Each entry below should be retyped exactly as given.

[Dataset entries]
——
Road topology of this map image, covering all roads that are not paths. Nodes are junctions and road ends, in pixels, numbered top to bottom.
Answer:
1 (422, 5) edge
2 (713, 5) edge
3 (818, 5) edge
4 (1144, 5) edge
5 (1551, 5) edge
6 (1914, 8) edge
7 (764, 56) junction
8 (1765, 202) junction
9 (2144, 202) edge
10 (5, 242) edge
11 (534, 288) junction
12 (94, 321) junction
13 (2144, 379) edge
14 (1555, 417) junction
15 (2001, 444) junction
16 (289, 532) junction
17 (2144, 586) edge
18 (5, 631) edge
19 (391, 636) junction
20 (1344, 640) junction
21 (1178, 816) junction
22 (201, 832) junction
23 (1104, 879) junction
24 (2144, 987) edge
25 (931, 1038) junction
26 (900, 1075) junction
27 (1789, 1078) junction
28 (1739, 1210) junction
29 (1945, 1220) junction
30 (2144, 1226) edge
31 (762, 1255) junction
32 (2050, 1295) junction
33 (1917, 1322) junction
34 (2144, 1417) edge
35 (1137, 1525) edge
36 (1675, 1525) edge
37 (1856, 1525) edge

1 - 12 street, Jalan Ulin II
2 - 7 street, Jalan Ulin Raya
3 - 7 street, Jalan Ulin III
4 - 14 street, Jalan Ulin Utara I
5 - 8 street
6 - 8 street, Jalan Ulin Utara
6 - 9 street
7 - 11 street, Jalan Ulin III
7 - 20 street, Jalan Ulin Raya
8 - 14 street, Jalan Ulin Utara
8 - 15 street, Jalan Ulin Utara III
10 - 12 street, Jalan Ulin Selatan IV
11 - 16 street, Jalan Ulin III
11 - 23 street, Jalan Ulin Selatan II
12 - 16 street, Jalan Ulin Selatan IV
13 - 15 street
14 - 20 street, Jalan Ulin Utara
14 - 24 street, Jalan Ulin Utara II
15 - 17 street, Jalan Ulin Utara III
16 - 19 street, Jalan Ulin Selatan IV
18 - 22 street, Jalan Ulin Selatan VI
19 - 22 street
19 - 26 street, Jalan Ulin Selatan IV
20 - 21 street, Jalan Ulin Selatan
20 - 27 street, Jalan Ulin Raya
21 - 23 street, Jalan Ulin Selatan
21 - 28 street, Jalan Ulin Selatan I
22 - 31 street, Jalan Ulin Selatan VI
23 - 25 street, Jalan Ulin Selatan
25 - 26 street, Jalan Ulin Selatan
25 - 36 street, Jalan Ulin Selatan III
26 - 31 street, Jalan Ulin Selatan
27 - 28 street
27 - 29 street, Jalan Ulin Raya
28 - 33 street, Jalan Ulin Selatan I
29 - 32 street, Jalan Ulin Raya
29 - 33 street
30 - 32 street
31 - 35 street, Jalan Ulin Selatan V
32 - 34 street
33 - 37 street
——
• _Output_:
Road topology of this map image, covering all roads that are not paths. Nodes are junctions and road ends, in pixels, numbered top to bottom.
Answer:
1 (422, 5) edge
2 (713, 5) edge
3 (818, 5) edge
4 (1144, 5) edge
5 (1551, 5) edge
6 (1914, 8) edge
7 (764, 56) junction
8 (1765, 202) junction
9 (2144, 202) edge
10 (5, 242) edge
11 (534, 288) junction
12 (94, 321) junction
13 (2144, 379) edge
14 (1555, 417) junction
15 (2001, 444) junction
16 (289, 532) junction
17 (2144, 586) edge
18 (5, 631) edge
19 (391, 636) junction
20 (1344, 640) junction
21 (1178, 816) junction
22 (201, 832) junction
23 (1104, 879) junction
24 (2144, 987) edge
25 (931, 1038) junction
26 (900, 1075) junction
27 (1789, 1078) junction
28 (1739, 1210) junction
29 (1945, 1220) junction
30 (2144, 1226) edge
31 (762, 1255) junction
32 (2050, 1295) junction
33 (1917, 1322) junction
34 (2144, 1417) edge
35 (1137, 1525) edge
36 (1675, 1525) edge
37 (1856, 1525) edge

1 - 12 street, Jalan Ulin II
2 - 7 street, Jalan Ulin Raya
3 - 7 street, Jalan Ulin III
4 - 14 street, Jalan Ulin Utara I
5 - 8 street
6 - 8 street, Jalan Ulin Utara
6 - 9 street
7 - 11 street, Jalan Ulin III
7 - 20 street, Jalan Ulin Raya
8 - 14 street, Jalan Ulin Utara
8 - 15 street, Jalan Ulin Utara III
10 - 12 street, Jalan Ulin Selatan IV
11 - 16 street, Jalan Ulin III
11 - 23 street, Jalan Ulin Selatan II
12 - 16 street, Jalan Ulin Selatan IV
13 - 15 street
14 - 20 street, Jalan Ulin Utara
14 - 24 street, Jalan Ulin Utara II
15 - 17 street, Jalan Ulin Utara III
16 - 19 street, Jalan Ulin Selatan IV
18 - 22 street, Jalan Ulin Selatan VI
19 - 22 street
19 - 26 street, Jalan Ulin Selatan IV
20 - 21 street, Jalan Ulin Selatan
20 - 27 street, Jalan Ulin Raya
21 - 23 street, Jalan Ulin Selatan
21 - 28 street, Jalan Ulin Selatan I
22 - 31 street, Jalan Ulin Selatan VI
23 - 25 street, Jalan Ulin Selatan
25 - 26 street, Jalan Ulin Selatan
25 - 36 street, Jalan Ulin Selatan III
26 - 31 street, Jalan Ulin Selatan
27 - 28 street
27 - 29 street, Jalan Ulin Raya
28 - 33 street, Jalan Ulin Selatan I
29 - 32 street, Jalan Ulin Raya
29 - 33 street
30 - 32 street
31 - 35 street, Jalan Ulin Selatan V
32 - 34 street
33 - 37 street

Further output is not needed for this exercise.